Витебск очень скоро стал прифронтовым городом. На железнодорожную станцию выходили солдаты, едущие на фронт, а возвращались носилки с ранеными. Через город гнали пленных немцев, но его заполняли беженцы. Шагал писал их всех. «Передо мной проходили солдаты, мужики в лаптях. Они жевали, смердели. Запах фронта, сильный запах селедки, табака, клопов. Я слышал, я чуял сражения, канонаду, солдат, похороненных в траншеях». Скоро все евреи западной стороны черты оседлости, в сотнях километров от Витебска, были абсурдно обвинены в шпионаже русским антисемитом великим князем Николаем Николаевичем. Им было дано двадцать четыре часа на то, чтобы покинуть свои дома, или их расстреляют. Когда число сторонников антисемитизма стало стремительно увеличиваться, группа интеллектуалов, включая Александра Керенского, Максима Горького и Римского-Корсакова, выпустила свое протестное «Воззвание к евреям». «Российские евреи всегда честно трудились во всех сферах, доступных им. Они неоднократно доказывали свое искреннее желание приносить себя в жертву своей родине, – говорилось в «Воззвании». – Друзья русские! Помните, что у русских евреев нет другого отечества, кроме России, и что для человека нет ничего более ценного, чем его родная почва… Благосостояние России неотделимо от благосостояния и свободы всех составляющих ее национальностей». Но эти слова не произвели должного эффекта, и без копейки денег несчастные евреи потянулись из черты оседлости на восток. «Я страстно желал отобразить их на моих холстах, вывести их из этого злого пути», – писал Шагал. Мешок на спине, старая шапка на голове, палка, наклонившаяся параллельно уличному фонарю, нищий старик, который идет по покрытому бархатистым снегом городу в картине «Над Витебском». Это Вечный жид. Тяжелая, но невесомая, непропорциональная окружению фигура – он выше Ильинской церкви, которая доминирует в композиции, – трансформирует пейзаж из банального обывательского в мистический.

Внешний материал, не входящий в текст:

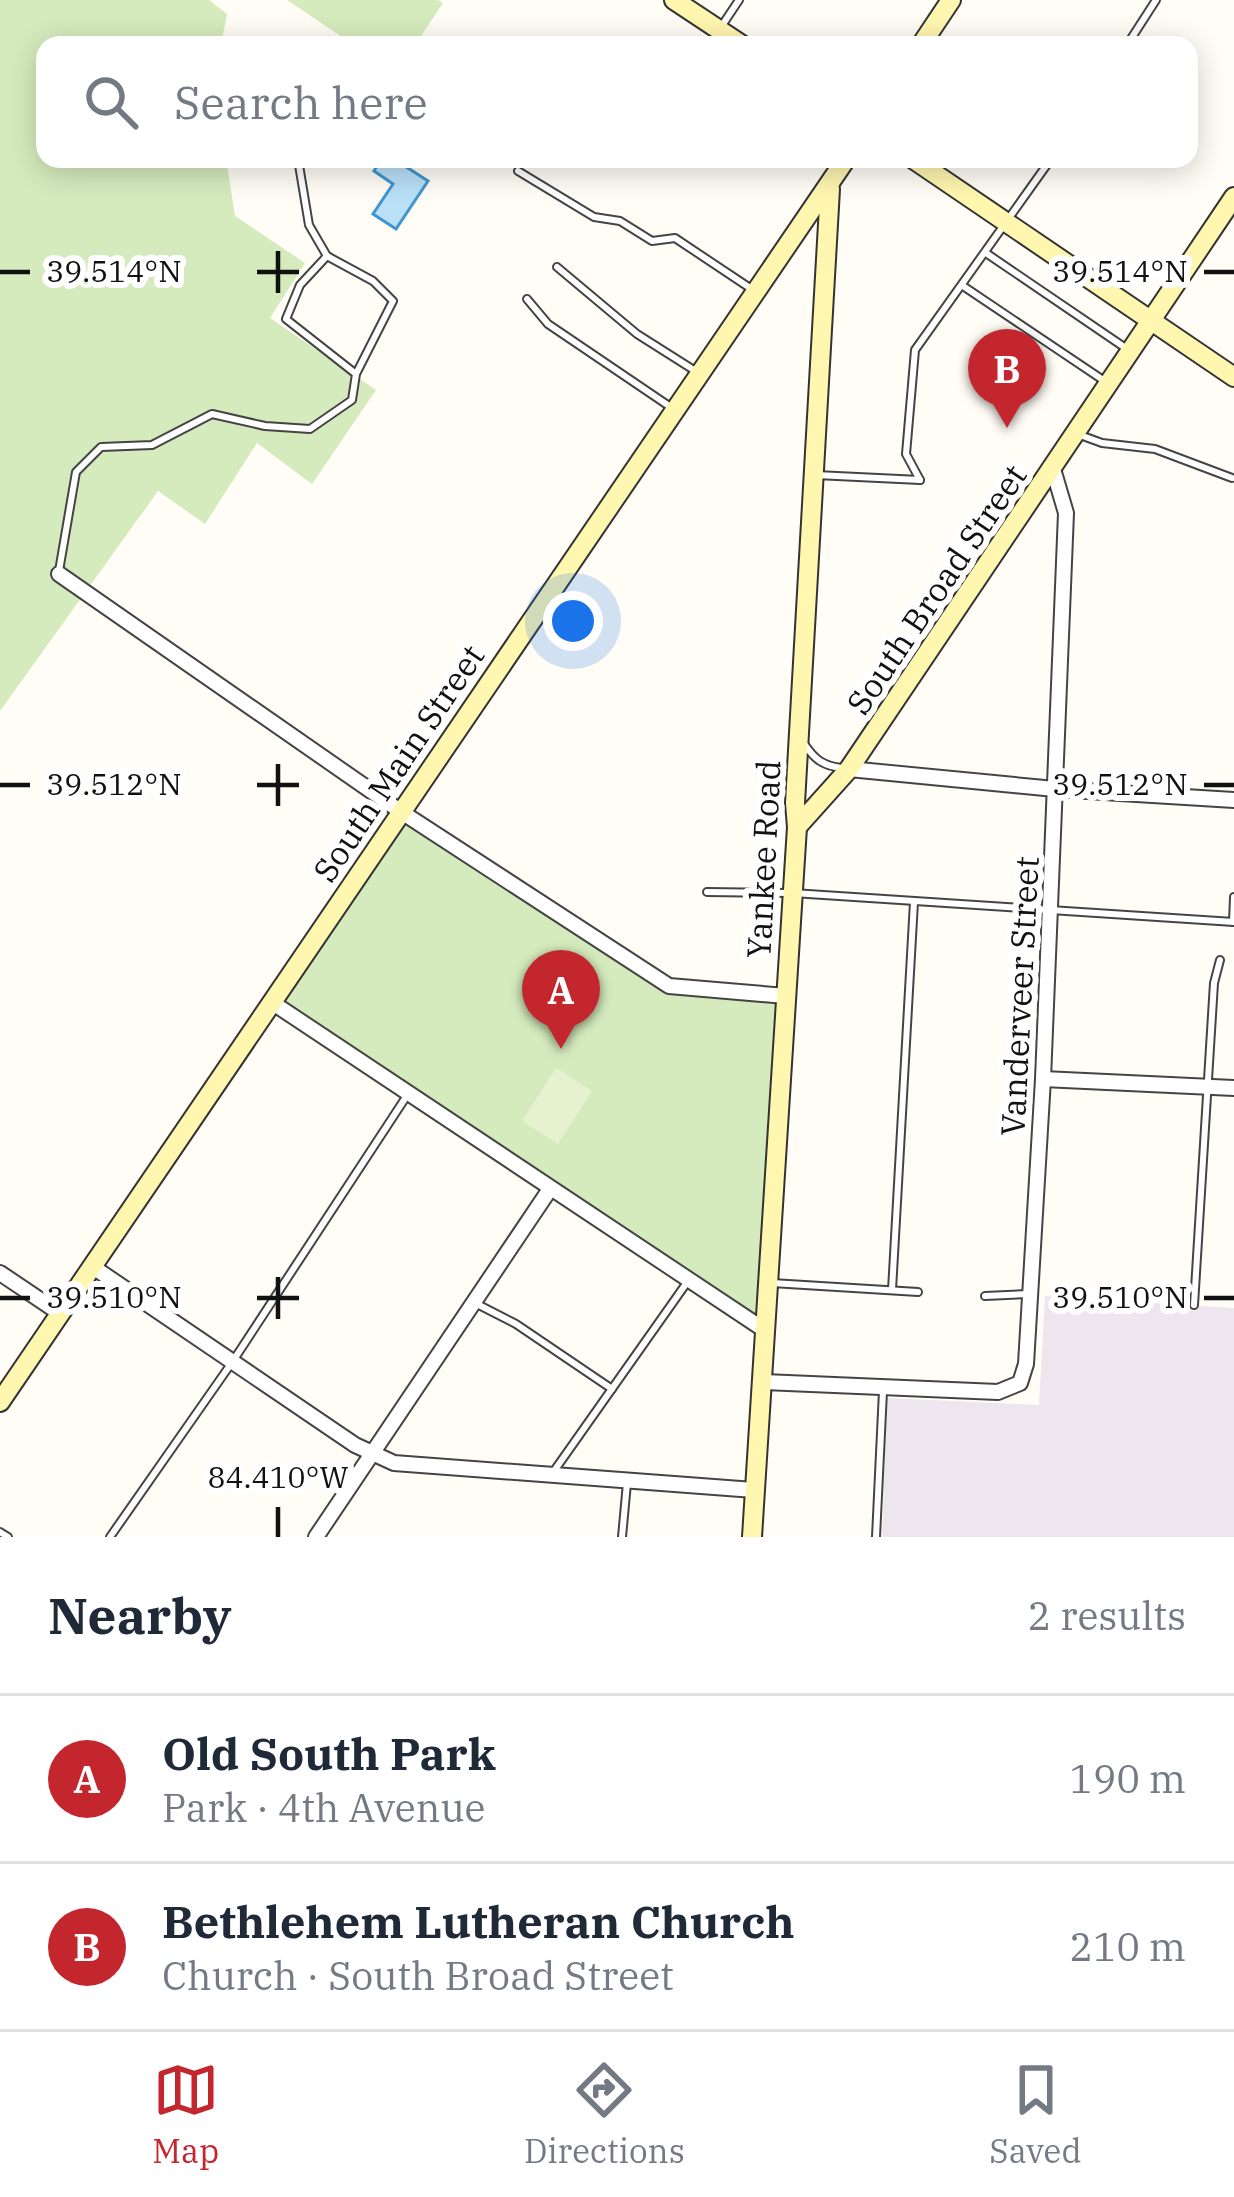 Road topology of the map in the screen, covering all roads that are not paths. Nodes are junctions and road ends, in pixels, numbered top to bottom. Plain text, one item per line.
1 (674, 0) edge
2 (740, 0) edge
3 (951, 0) edge
4 (1156, 0) edge
5 (719, 30) junction
6 (728, 36) edge
7 (927, 36) edge
8 (1132, 36) edge
9 (300, 168) edge
10 (840, 168) edge
11 (926, 168) edge
12 (1045, 168) edge
13 (518, 171) dead end
14 (830, 184) junction
15 (1234, 197) edge
16 (1008, 223) junction
17 (986, 253) junction
18 (327, 256) junction
19 (557, 267) dead end
20 (962, 285) junction
21 (756, 292) junction
22 (527, 299) dead end
23 (1152, 319) junction
24 (1131, 352) junction
25 (356, 374) junction
26 (700, 374) junction
27 (1234, 377) edge
28 (1109, 384) junction
29 (675, 410) junction
30 (1076, 434) junction
31 (1053, 469) junction
32 (814, 476) junction
33 (1232, 478) edge
34 (59, 574) joint
35 (800, 737) junction
36 (849, 769) junction
37 (1055, 789) junction
38 (1234, 800) edge
39 (400, 812) junction
40 (797, 827) junction
41 (707, 892) dead end
42 (793, 893) junction
43 (1234, 897) edge
44 (914, 902) junction
45 (1050, 909) junction
46 (1233, 922) edge
47 (1220, 960) dead end
48 (786, 996) junction
49 (273, 1003) junction
50 (1043, 1079) junction
51 (1208, 1086) junction
52 (1234, 1088) edge
53 (408, 1094) junction
54 (550, 1189) junction
55 (93, 1267) junction
56 (0, 1273) edge
57 (689, 1280) junction
58 (768, 1282) junction
59 (892, 1290) junction
60 (918, 1292) dead end
61 (1029, 1294) junction
62 (985, 1296) dead end
63 (475, 1303) junction
64 (1195, 1305) dead end
65 (61, 1314) junction
66 (766, 1331) junction
67 (233, 1361) junction
68 (764, 1382) junction
69 (884, 1387) junction
70 (612, 1389) junction
71 (0, 1402) edge
72 (374, 1456) junction
73 (552, 1474) junction
74 (627, 1480) junction
75 (754, 1490) junction
76 (0, 1532) edge
77 (8, 1537) edge
78 (110, 1537) edge
79 (316, 1537) edge
80 (622, 1537) edge
81 (752, 1537) edge
82 (876, 1537) edge

1 - 5 street
2 - 5 lane
3 - 7 street
4 - 8 lane
5 - 6 street
9 - 18 lane
10 - 14 street, South Main Street
11 - 16 street
12 - 16 lane
13 - 21 lane
14 - 21 street, South Main Street
14 - 32 street, Yankee Road
15 - 23 street, South Broad Street
16 - 17 lane
16 - 23 street
17 - 20 lane
17 - 24 lane
18 - 25 lane
18 - 25 lane
19 - 26 lane
20 - 28 lane
20 - 32 lane
21 - 26 street, South Main Street
22 - 29 lane
23 - 24 street, South Broad Street
23 - 27 street
24 - 28 street, South Broad Street
25 - 34 lane
26 - 29 street, South Main Street
28 - 30 street, South Broad Street
29 - 39 street, South Main Street
30 - 31 street, South Broad Street
30 - 33 lane
31 - 36 street, South Broad Street
31 - 37 street, Vanderveer Street
32 - 35 street, Yankee Road
34 - 39 street
35 - 36 lane
35 - 40 street, Yankee Road
36 - 37 street
36 - 40 street, South Broad Street
37 - 38 street
37 - 45 street, Vanderveer Street
39 - 48 street
39 - 49 street, South Main Street
40 - 42 street, Yankee Road
41 - 42 lane
42 - 44 lane
42 - 48 street, Yankee Road
43 - 46 lane
44 - 45 lane
44 - 59 lane
45 - 46 lane
45 - 50 street, Vanderveer Street
47 - 51 lane
48 - 58 street, Yankee Road
49 - 53 street
49 - 55 street, South Main Street
50 - 51 street
50 - 61 street, Vanderveer Street
51 - 52 street
51 - 64 lane
53 - 54 street
53 - 67 lane
54 - 57 street
54 - 63 street
55 - 65 street, South Main Street
55 - 67 street
56 - 65 street
57 - 66 street
57 - 70 lane
58 - 59 lane
58 - 66 street, Yankee Road
59 - 60 lane
61 - 62 lane
61 - 69 street, Vanderveer Street
63 - 70 lane
63 - 72 street
65 - 71 street, South Main Street
66 - 68 street, Yankee Road
67 - 72 street
67 - 78 lane
68 - 69 street
68 - 75 street, Yankee Road
69 - 82 lane
70 - 73 lane
72 - 73 street
72 - 79 street
73 - 74 street
74 - 75 street
74 - 80 lane
75 - 81 street, Yankee Road
76 - 77 lane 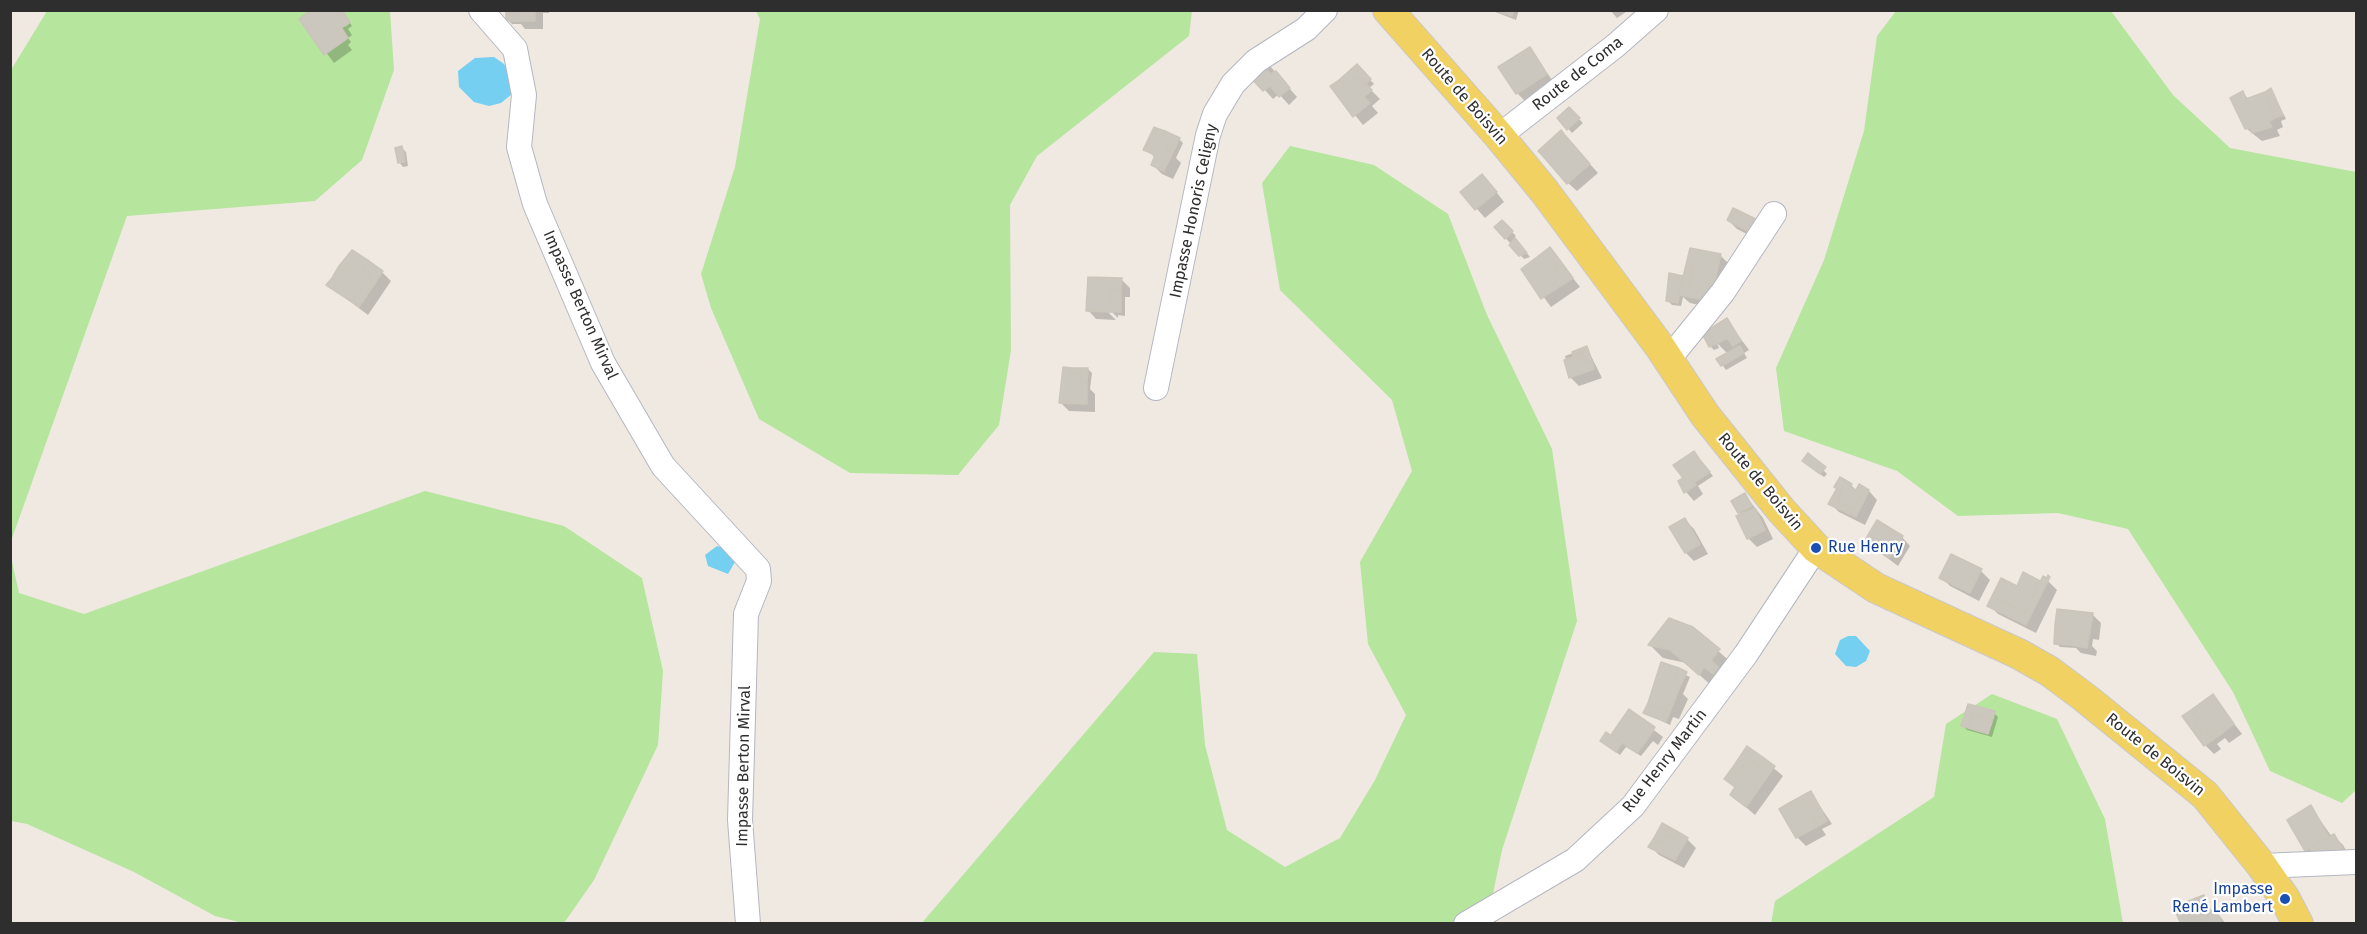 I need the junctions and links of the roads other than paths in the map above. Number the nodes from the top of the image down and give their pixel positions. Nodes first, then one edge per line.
1 (481, 10) edge
2 (1325, 10) edge
3 (1388, 10) edge
4 (1656, 10) edge
5 (1499, 136) junction
6 (1774, 214) dead end
7 (1668, 360) junction
8 (1156, 388) dead end
9 (1816, 548) junction
10 (2356, 862) edge
11 (2262, 866) junction
12 (748, 924) edge
13 (1466, 924) edge
14 (2298, 924) edge

1 - 12 street, Impasse Berton Mirval
2 - 8 street, Impasse Honoris Celigny
3 - 5 main road, Route de Boisvin
4 - 5 street, Route de Coma
5 - 7 main road, Route de Boisvin
6 - 7 street
7 - 9 main road, Route de Boisvin
9 - 11 main road, Route de Boisvin
9 - 13 street, Rue Henry Martin
10 - 11 street
11 - 14 main road, Route de Boisvin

В лаконичном оттиске «Война» солдат с рюкзаком на спине выделяется черной тенью на фоне огромного вокзального окна, позади него другой, готовый к отъезду, обнимает свою девушку, а по небу бегут слова «Война-1914-Россия-Сербия-Бельгия-Япония-Франция-Англия». Работая над рисунком «Раненый солдат», Шагал зачернил бумагу тушью, оставив жуткие белые места для изображения повязки вокруг головы, глазниц (одна пустая) и зубов. В «Продавце газет» печальная бородатая фигура, тень на фоне алого неба, бредет вдоль темной дороги и предлагает мрачные новости дня в кипе бумаг. Геометрический верхний лист и расколотые буквы – это ироничная дань кубизму парижских лет. «Военные» произведения Шагала могут не нравиться, – писал верный Тугендхольд, – но ценно то, что там, где другие художники славословят железные и деревянные красоты, он чувствует лик человеческий». В другом рисунке на серой бумаге старик, утомленный и скорбный, сжимает газету со словом «война», написанным большими буквами. Это набросок для одного из монументальных образов будничной витебской жизни, которые Шагал делал по возвращении.
Ни один великий художник XX столетия, возможно до Люсьена Фрейда, не писал так настойчиво членов своей семьи, их жизни и судьбы, и свой ближайший круг, включая всяких несчастных и даже городских сумасшедших Витебска, как делал хроникер Шагал между 1914 и 1915 годом. «Зеленый еврей», «Красный еврей», «Старик с мешком», «Молящийся еврей» – эти монументальные портреты нищих стариков, которые забредали в магазин Фейги-Иты или на кухню на Покровской, были сделаны Шагалом в первые месяцы после возвращения. «Иногда у человека, позировавшего мне, было такое старое и трагичное лицо, но в то же время оно было лицом ангела. Но я не мог выдержать больше, чем полчаса… от него так воняло», – говорил Шагал. Эти образы настолько правдивы, что мы можем ощутить их физическое присутствие, тяжесть их усталости, смирение в их морщинистых лицах и согбенных телах. Мы готовы им симпатизировать, в них сильно ощущаются мудрость и инстинкт выживания. Уважение Шагала к старикам возвращает нас к «Старому еврею» Рембрандта, но портреты, сделанные Шагалом, абсолютно оригинальны, в них нет ничего академичного, как в портретах витебских евреев Пэна. Шагаловские евреи – символичные, абстрактные образы. Они современны, ироничны, искажены острыми контрастами, в каждом сочетаются округлые формы и зигзаги, острые линии и геометрические очертания, их отличает не натуральный цвет, но свой особый тон.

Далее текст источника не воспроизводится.